Interestingly, what might be called the mainstream survivalist community mostly sneers at the Mayan calendar crowd. “Some of our customers mention it, but it’s never their main thing,” says David D’Eugenio, who runs the survival-training HomeSafety Academy in North Palm Beach. “If somebody really seriously asked for my advice, I’d say, ‘Go home and kiss your wife and your children, and see if you can get a home-equity loan so you can spend money like a crazy person. Because if the world is really going to end, I don’t know what good training is going to do you.”
In fact, if you put in a quick call to Bryan Smith, who owns a printing company in Altamonte Springs, Fla., he’ll loan you his survival bunker. It’s so sophisticated that it will be featured in an episode of National Geographic Channel’s reality series Doomsday Preppers that airs next year. “It sleeps 12 but could do 36 if it was really raining fire and brimstone from hell outside,” says Smith. But he’s more worried about conventional geopolitical crises down the road that will bring on hyperinflation and food rioting, so he’s not using the bunker this week. “As long as you clean it up on Saturday when you move back to the world, it’s yours.”
Americans mostly seem to be manifesting their interest in the calamitous calendar-calamity by looking at the Internet — a NASA debunking site drew 4.6 million views in less than a week. (Though the New York Post did devote its entire Thursday front page to a photo of bosomy model Niki Ghazian, clad in a severely overworked red bra, who has been sending out wistful Twitter messages about her wish “to have a lot of sex” before the world ends.)

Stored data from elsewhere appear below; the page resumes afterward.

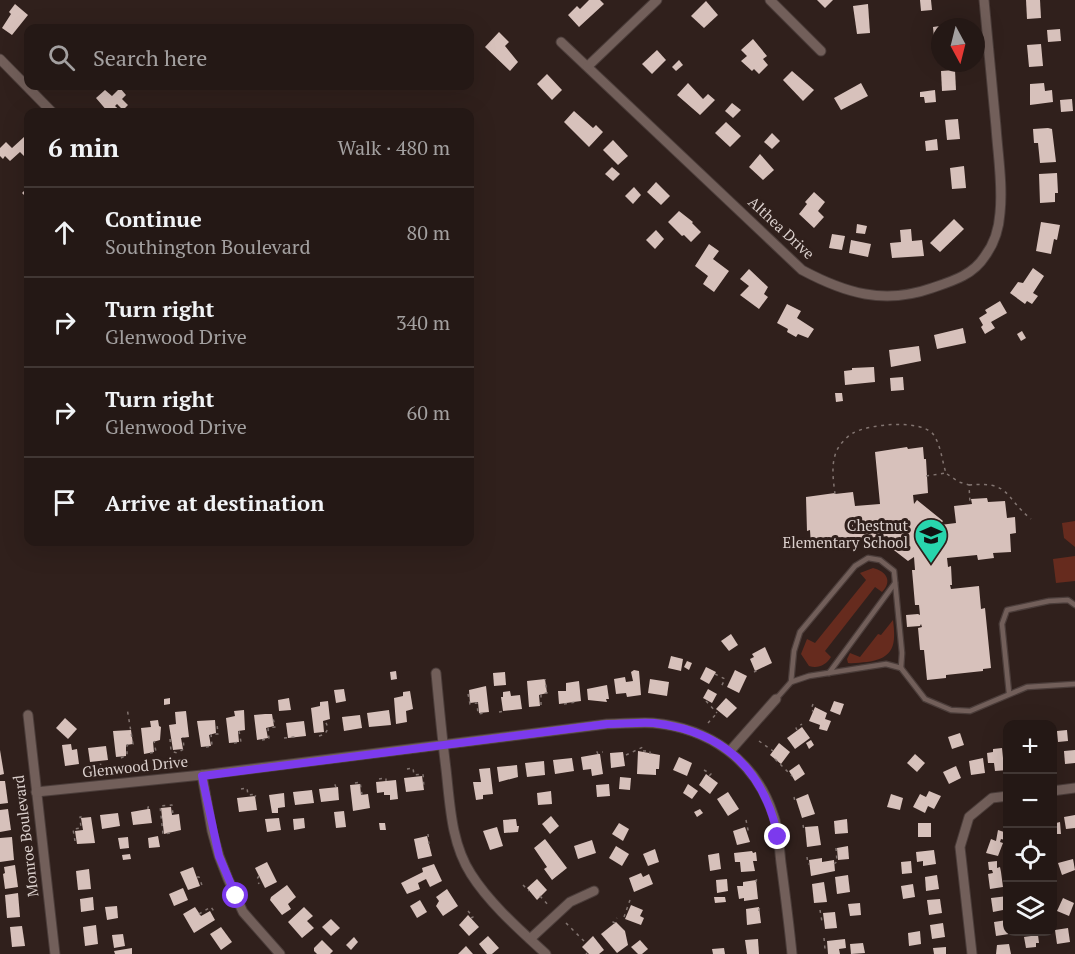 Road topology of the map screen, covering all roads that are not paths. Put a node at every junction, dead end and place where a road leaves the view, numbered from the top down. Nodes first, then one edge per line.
1 (657, 0) edge
2 (770, 0) edge
3 (984, 0) edge
4 (561, 42) dead end
5 (821, 51) dead end
6 (0, 59) edge
7 (588, 66) junction
8 (24, 83) edge
9 (30, 90) edge
10 (48, 108) edge
11 (895, 583) junction
12 (1075, 605) edge
13 (901, 668) junction
14 (436, 673) dead end
15 (829, 673) junction
16 (791, 682) junction
17 (1075, 684) edge
18 (1010, 693) junction
19 (776, 699) joint
20 (28, 715) dead end
21 (443, 744) junction
22 (730, 751) junction
23 (202, 776) junction
24 (1075, 788) edge
25 (1057, 790) edge
26 (36, 792) junction
27 (1003, 797) edge
28 (594, 891) dead end
29 (530, 939) junction
30 (55, 954) edge
31 (280, 954) edge
32 (546, 954) edge
33 (792, 954) edge
34 (972, 954) edge

1 - 7 street
2 - 5 street
3 - 7 street, Althea Drive
4 - 7 street, Althea Drive
6 - 8 street
9 - 10 street
11 - 13 lane
11 - 15 lane
11 - 16 lane
12 - 18 lane
13 - 15 lane
13 - 18 lane
14 - 21 street
15 - 16 lane
16 - 19 lane
17 - 18 lane
19 - 22 street
20 - 26 street, Monroe Boulevard
21 - 22 street, Glenwood Drive
21 - 23 street, Glenwood Drive
21 - 29 street
22 - 33 street, Glenwood Drive
23 - 26 street, Glenwood Drive
23 - 31 street
24 - 25 street
26 - 30 street, Monroe Boulevard
27 - 34 street
28 - 29 street
29 - 32 street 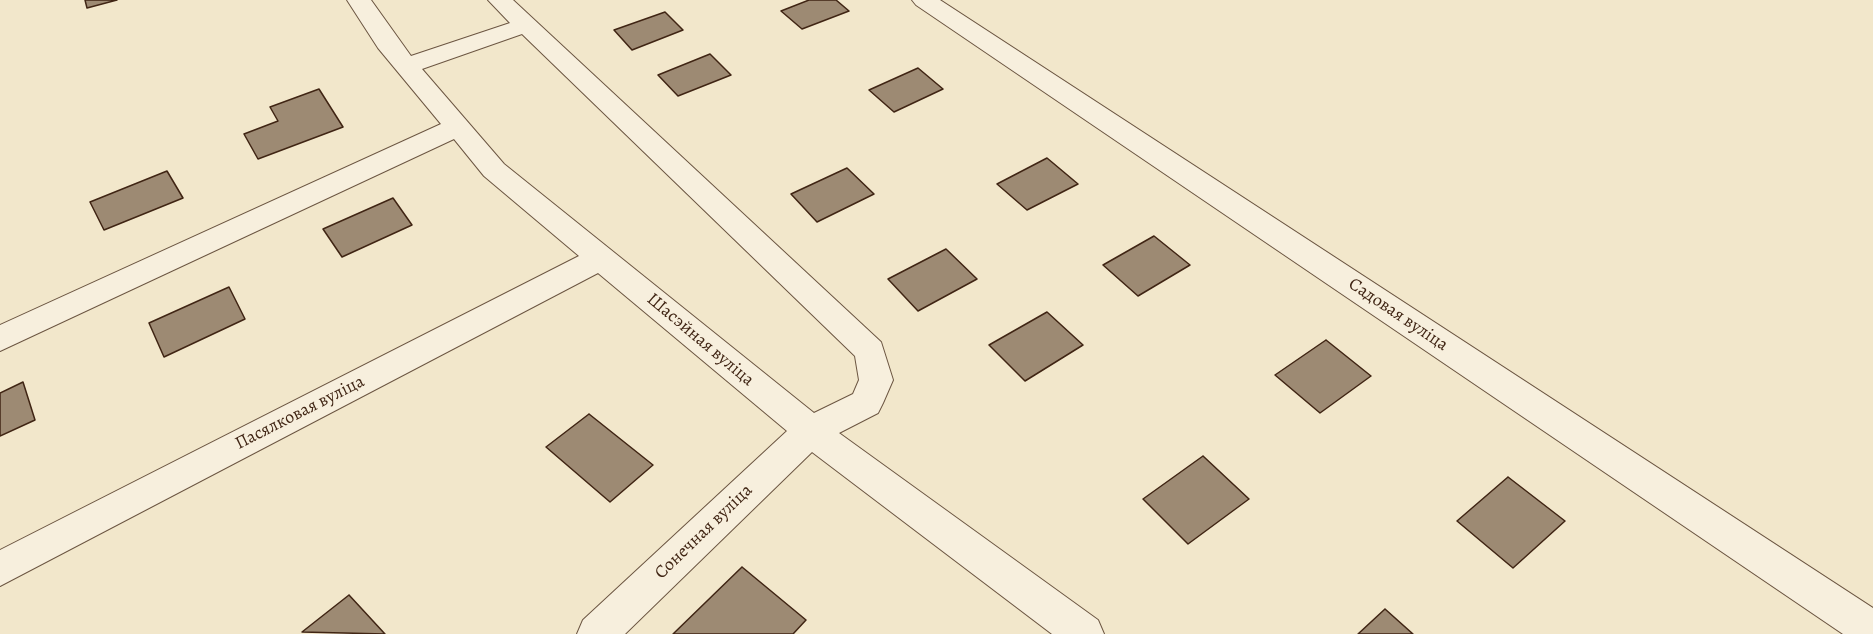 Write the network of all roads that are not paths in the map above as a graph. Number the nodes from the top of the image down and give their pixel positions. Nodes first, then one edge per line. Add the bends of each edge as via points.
1 (359, 0) edge
2 (500, 0) edge
3 (924, 0) edge
4 (526, 25) junction
5 (406, 66) junction
6 (458, 127) junction
7 (601, 258) junction
8 (0, 339) edge
9 (811, 431) junction
10 (0, 569) edge
11 (1873, 631) edge
12 (597, 634) edge
13 (1084, 634) edge

1 - 5 street, Шасэйная вуліца
2 - 4 street, Сонечная вуліца
3 - 11 street, Садовая вуліца
4 - 5 street
4 - 9 street, Сонечная вуліца via 870,351 876,380 866,403
5 - 6 street, Шасэйная вуліца
6 - 7 street, Шасэйная вуліца via 494,170
6 - 8 street
7 - 9 street, Шасэйная вуліца
7 - 10 street, Пасялковая вуліца
9 - 12 street, Сонечная вуліца
9 - 13 street, Шасэйная вуліца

But Stuart Z. Charmé, a religion professor at the Rutgers University campus in Camden, N.J., says apocalyptic mania is worrisome even when it appears to be a harmless diversion. Charmé, who’s been tracking doomsday themes in religion and popular culture in a course he teaches called “The End of the World,” says it’s a recurring American fascination.

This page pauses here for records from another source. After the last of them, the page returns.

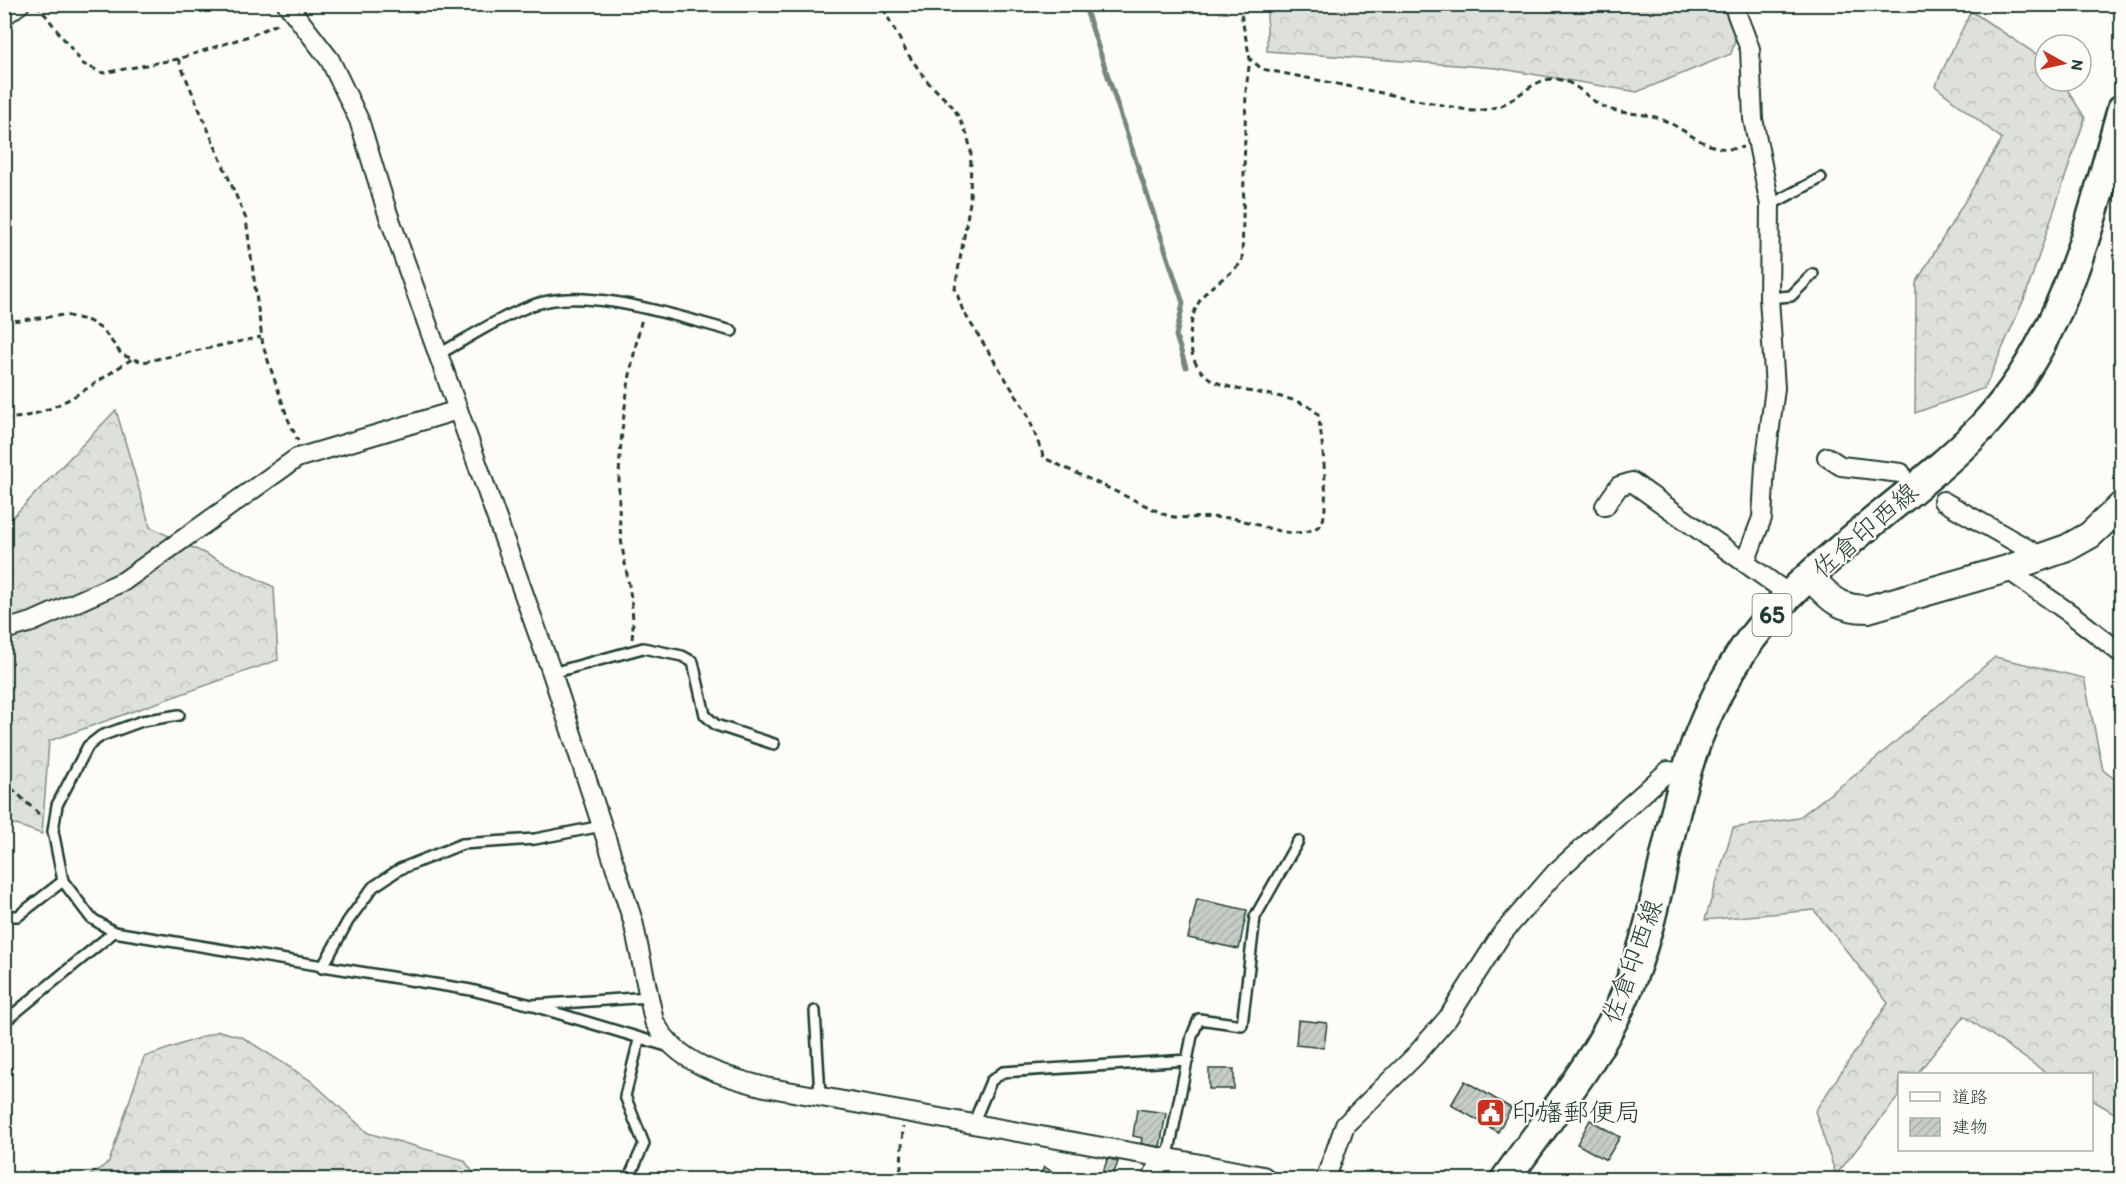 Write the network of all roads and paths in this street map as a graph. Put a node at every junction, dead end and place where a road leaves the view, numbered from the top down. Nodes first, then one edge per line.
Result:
1 (20, 4) edge
2 (37, 4) edge
3 (892, 4) edge
4 (1239, 4) edge
5 (1733, 4) edge
6 (882, 6) edge
7 (292, 10) edge
8 (4, 16) edge
9 (1250, 58) junction
10 (178, 59) junction
11 (2121, 109) edge
12 (1756, 143) junction
13 (1821, 178) dead end
14 (1770, 205) junction
15 (1813, 274) dead end
16 (1769, 298) junction
17 (645, 308) junction
18 (4, 322) edge
19 (732, 331) dead end
20 (261, 338) junction
21 (439, 354) junction
22 (132, 358) junction
23 (458, 410) junction
24 (4, 419) edge
25 (306, 456) junction
26 (1827, 457) dead end
27 (1901, 473) dead end
28 (1943, 501) dead end
29 (2121, 505) edge
30 (1605, 506) dead end
31 (2042, 557) junction
32 (1746, 560) junction
33 (2007, 569) junction
34 (1800, 586) junction
35 (4, 630) edge
36 (630, 652) junction
37 (2121, 654) edge
38 (552, 673) junction
39 (179, 715) dead end
40 (774, 744) dead end
41 (1686, 774) junction
42 (4, 781) edge
43 (54, 823) junction
44 (602, 826) junction
45 (1298, 841) dead end
46 (63, 881) junction
47 (4, 916) edge
48 (114, 932) junction
49 (322, 968) junction
50 (650, 997) junction
51 (532, 1005) junction
52 (815, 1011) dead end
53 (4, 1022) edge
54 (639, 1040) junction
55 (675, 1048) junction
56 (1188, 1060) junction
57 (820, 1095) junction
58 (903, 1110) junction
59 (973, 1124) junction
60 (1162, 1167) edge
61 (628, 1179) edge
62 (897, 1179) edge
63 (1262, 1179) edge
64 (1325, 1179) edge
65 (1505, 1179) edge

1 - 8 street
2 - 10 path
3 - 6 path
4 - 9 path
5 - 12 street
6 - 9 path
7 - 10 path
7 - 21 street
9 - 12 path
10 - 20 path
11 - 34 main road, 佐倉印西線 / 65
12 - 14 street
13 - 14 lane
14 - 16 street
15 - 16 lane
16 - 32 street
17 - 19 lane
17 - 21 lane
17 - 36 path
18 - 22 path
20 - 22 path
20 - 25 path
21 - 23 street
22 - 24 path
23 - 25 street
23 - 38 street
25 - 35 street
26 - 27 street
28 - 31 street
29 - 31 street
30 - 32 street
31 - 33 street
32 - 34 street
33 - 34 street
33 - 37 street
34 - 41 main road, 佐倉印西線 / 65
36 - 38 lane
36 - 40 lane
38 - 44 street
39 - 43 lane
41 - 64 street
41 - 65 main road, 佐倉印西線 / 65
42 - 43 path
43 - 46 lane
44 - 49 lane
44 - 50 street
45 - 56 lane
46 - 47 lane
46 - 48 lane
48 - 49 lane
48 - 53 lane
49 - 51 lane
50 - 51 lane
50 - 55 street
51 - 54 lane
52 - 57 lane
54 - 55 lane
54 - 61 lane
55 - 57 street
56 - 59 lane
56 - 60 lane
57 - 58 street
58 - 59 street
58 - 62 path
59 - 60 street
60 - 63 street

“Watching zombie movies may be fun, but this can get a lot more serious,” he says. “One problem is that some people take it so seriously that they harm themselves: Waco, Jonestown, the Heaven’s Gate group who all killed themselves so they could board a spaceship they thought was following behind the Hale-Bopp comet in 1997.”
The other, he believes, is the possibility that apocalyptic beliefs could influence political decisions. “I’ve got a whole shelf of now-obsolete books that argue Saddam Hussein was the anti-Christ and his sudden prominence in world politics was a sign that Armageddon was near,” says Charmé. Now, it’s one thing to say that Saddam might have weapons that could harm us and we should go to war against him. We can argue about that.
“But it’s another to decide that he’s the anti-Christ and declaring war on him will help bring about the return of Jesus. That’s, to me, very alarming.”